What’s the innovation?  Learning by doing.

  • It is one thing to understand the theory of asset pricing, and another to incorporate that knowledge into bidding in a financial auction.  Our students through participating in the bidding will deepen their understanding of asset pricing.
  • Learning the theory of Federal-Reserve use of interest-rate targeting is only the beginning to understanding the connection of monetary policy and the real economy.  Experimenting with quantitative modeling techniques provides depth of understanding crucial to any financial-market analyst.

The Nasdaq Educational Foundation shared our vision and has provided a three-year grant to fund its implementation.  In appreciation we will call this the Nasdaq Initiative for Quantitative Financial Economics.  Students completing the three-course sequence will receive a credential from the Economics Department indicating their achievement.  You will find a short write-up of the credential requirements here.

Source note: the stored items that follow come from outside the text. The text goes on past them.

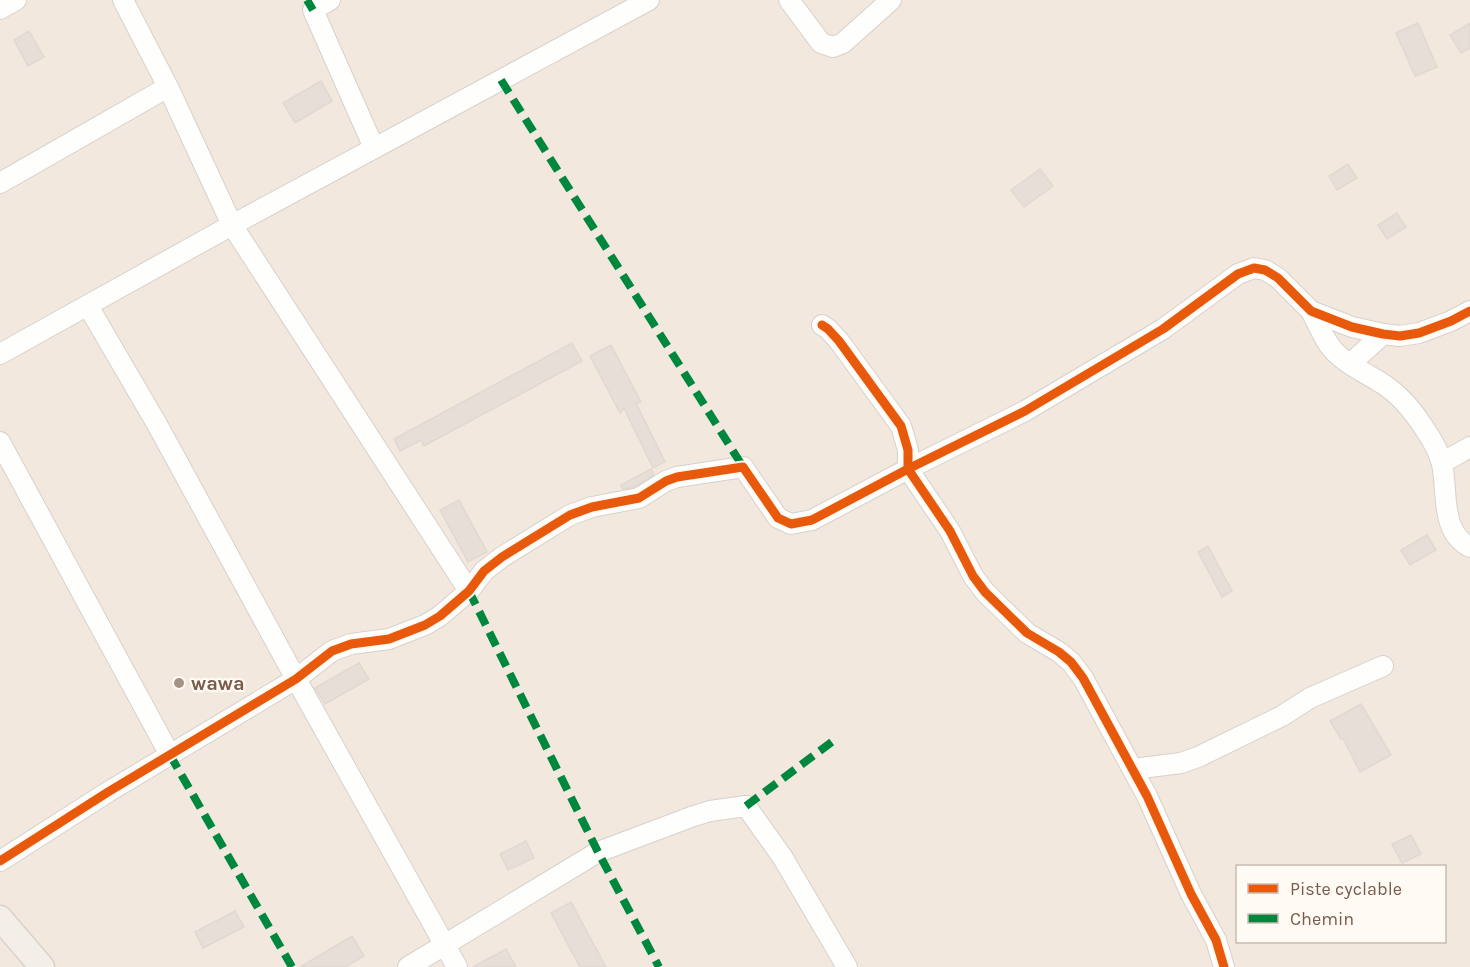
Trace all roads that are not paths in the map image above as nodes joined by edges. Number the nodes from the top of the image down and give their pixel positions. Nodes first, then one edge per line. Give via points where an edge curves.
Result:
1 (16, 0) edge
2 (123, 0) edge
3 (330, 0) edge
4 (648, 0) edge
5 (789, 0) edge
6 (891, 0) edge
7 (0, 9) edge
8 (168, 87) junction
9 (374, 148) junction
10 (0, 183) edge
11 (232, 225) junction
12 (88, 306) junction
13 (1311, 311) junction
14 (1470, 311) edge
15 (822, 325) dead end
16 (1383, 334) junction
17 (0, 354) edge
18 (1350, 364) junction
19 (0, 442) edge
20 (1470, 447) edge
21 (1442, 464) junction
22 (908, 469) junction
23 (1470, 547) edge
24 (469, 591) junction
25 (1383, 666) dead end
26 (296, 679) junction
27 (170, 755) junction
28 (1132, 769) junction
29 (0, 861) edge
30 (0, 918) edge
31 (444, 944) junction
32 (42, 967) edge
33 (408, 967) edge
34 (457, 967) edge
35 (847, 967) edge
36 (1224, 967) edge

1 - 7 street
2 - 8 street
3 - 9 street via 313,10
4 - 9 street
5 - 6 street via 821,43 833,47 843,43
8 - 10 street
8 - 11 street
9 - 11 street
11 - 12 street
11 - 24 street
12 - 17 street
12 - 26 street via 159,426
13 - 16 street
13 - 18 street via 1327,342
13 - 22 street via 1278,278 1265,270 1247,270 1163,329 1025,411
14 - 16 street via 1419,333
15 - 22 street via 839,341 901,426 908,450
16 - 18 street
18 - 21 street via 1397,396 1426,431
19 - 27 street
20 - 21 street
21 - 23 street via 1448,516 1458,539
22 - 24 street via 812,520 791,524 770,509 743,467 677,477 639,498 570,515 502,557 484,571
22 - 28 street via 985,592 1027,633 1071,662
24 - 26 street via 425,625 389,639 332,651
25 - 28 street via 1310,698 1198,757
26 - 27 street
26 - 31 street
27 - 29 street
28 - 36 street via 1216,940
30 - 32 main road
31 - 33 street
31 - 34 street
31 - 35 street via 598,852 710,811 746,807 783,858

We think this is an important and powerful approach to liberal-arts education.  Incorporating practical exercises, quantitative simulations and creative experimentation will lead to better learning outcomes for most of our students.  While we will demonstrate the value of the approach first for financial markets, we plan to extend it to other economic choices:  health care, labor supply, industrial organization and consumer choice.  And yes, completing these courses will provide our students with a nuanced understanding of financial markets that will be quite useful should they decide to become professionals in the field.

Innovating in education is critical to what we do.  We, too, are learning by doing.

The photo above is a message that Nasdaq broadcast on their tower in Times Square.  The world is learning about us!